Hoewel de vakantie voorbij is staan de buren nog altijd te schreeuwen op straat. De voorburen; de achterburen schreeuwen nog altijd tegen hun kinderen. De volwassenen zijn duidelijk boos. Omdat de oudste nog steeds geen kleren aan heeft, dan omdat het ontbijt niet erg snel gaat en vlak voor de bel omdat de jongste nog steeds niet in staat blijkt om zelf zijn veters te strikken en hij is al zes, en het is al half negen.
De kinderen zijn ook boos – omdat ze honger hebben, daarna omdat ze moeten eten, daarna omdat ze een toetje willen, daarna omdat ze naar bed moeten zodat morgen alles opnieuw kan beginnen. Ze hebben daar geen zin in en ik ook niet.
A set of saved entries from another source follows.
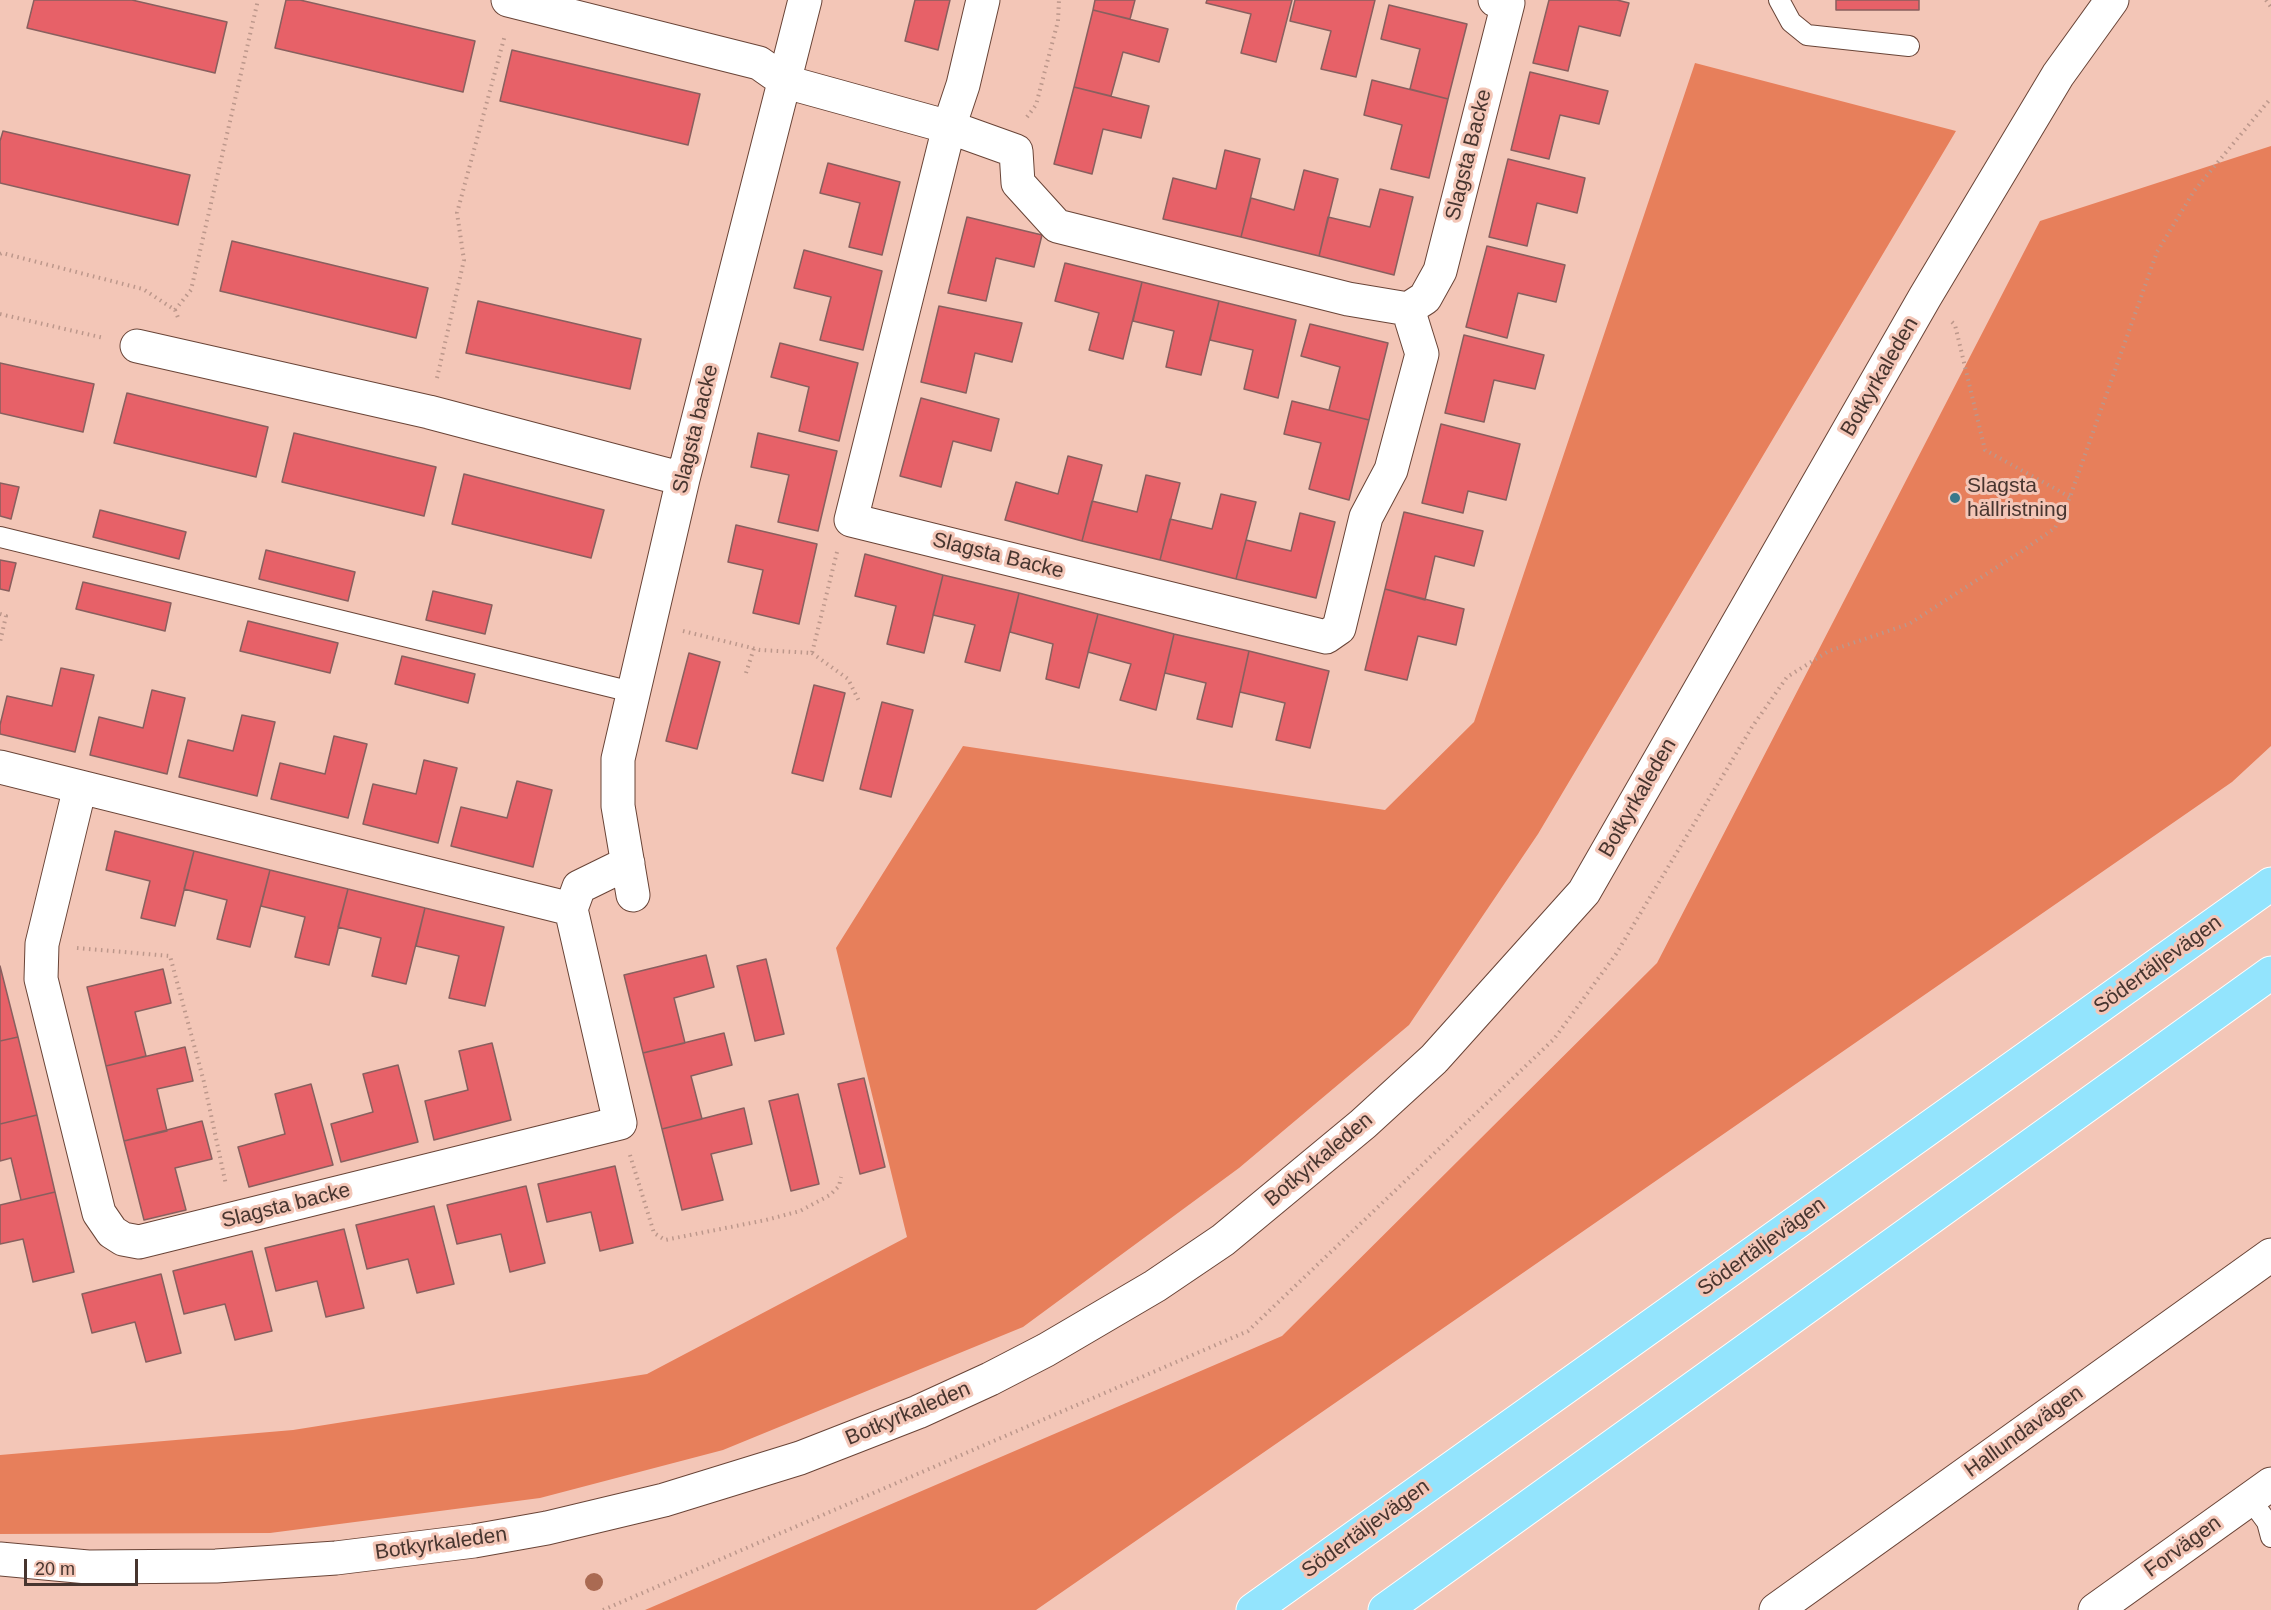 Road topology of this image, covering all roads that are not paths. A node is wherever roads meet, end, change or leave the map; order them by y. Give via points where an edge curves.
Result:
1 (806, 0) edge
2 (983, 0) edge
3 (1495, 0) edge
4 (1779, 0) edge
5 (2112, 0) edge
6 (511, 1) edge
7 (1909, 46) dead end
8 (786, 82) junction
9 (949, 127) junction
10 (1408, 309) junction
11 (137, 346) road end
12 (683, 479) junction
13 (0, 537) edge
14 (632, 692) junction
15 (0, 767) edge
16 (80, 788) junction
17 (628, 863) junction
18 (2271, 884) edge
19 (633, 895) dead end
20 (572, 909) junction
21 (2271, 973) edge
22 (2271, 1255) edge
23 (2260, 1492) edge
24 (2271, 1537) edge
25 (0, 1559) edge
26 (1253, 1610) edge
27 (1384, 1610) edge
28 (1776, 1610) edge
29 (2095, 1610) edge

1 - 8 street, Slagsta backe
2 - 9 street
3 - 10 street, Slagsta Backe via 1508,3 1440,271 1425,298
4 - 7 lane via 1791,22 1808,35
5 - 25 street, Botkyrkaleden via 2058,75 1925,297 1584,892 1434,1059 1363,1124 1223,1240 1155,1286 990,1379 800,1458 664,1500 558,1526 474,1541 279,1563 88,1567
6 - 8 street via 759,63
8 - 9 street
8 - 12 street, Slagsta backe
9 - 10 street via 1016,151 1018,183 1057,226 1348,299
9 - 10 street, Slagsta Backe via 851,520 1326,638 1339,628 1366,517 1391,470 1422,354
11 - 12 street via 429,412
12 - 14 street, Slagsta backe
13 - 14 lane
14 - 17 street, Slagsta backe via 618,759 618,806
15 - 16 street
16 - 20 street
16 - 20 street, Slagsta backe via 42,944 41,979 99,1213 104,1224 123,1239 139,1242 620,1123
17 - 19 street, Slagsta backe
17 - 20 street via 579,888
18 - 26 highway, Södertäljevägen
21 - 27 highway
22 - 28 street, Hallundavägen
23 - 24 lane
23 - 29 street, Forvägen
Van de buren aan de voorkant valt niet veel te zeggen: zij klinken altijd alsof ze boos zijn, ook wanneer ze elkaar met een blik bier in de hand op de schouder staan te meppen. Al doen ze dat nu natuurlijk niet, althans niet als ze op straat staan, behalve misschien toevallig de keer dat er een foto werd gemaakt, in the heat of the moment. Als de buurman van rechts met zijn wandelstok voorbij schuifelt stoppen ze even met schreeuwen, alsof ze de adem nodig hebben om een pas opzij te doen, waarna een lach als een stootkogel het gesprek heropent. Over het blauwe oog van de buurman die nu op zijn werk is, en waarvan duidelijk ook iemand even geen afstand heeft gehouden. Midden in de nacht moet het zijn gebeurd, en volgens de ene buurman was het de andere buurman die dat oog blauw sloeg, maar niemand weet zeker of dat waar is. Helaas is er geen foto van. Die had hij wel graag gehad, dan had hij naast een blauw oog tenminste ook bewijs.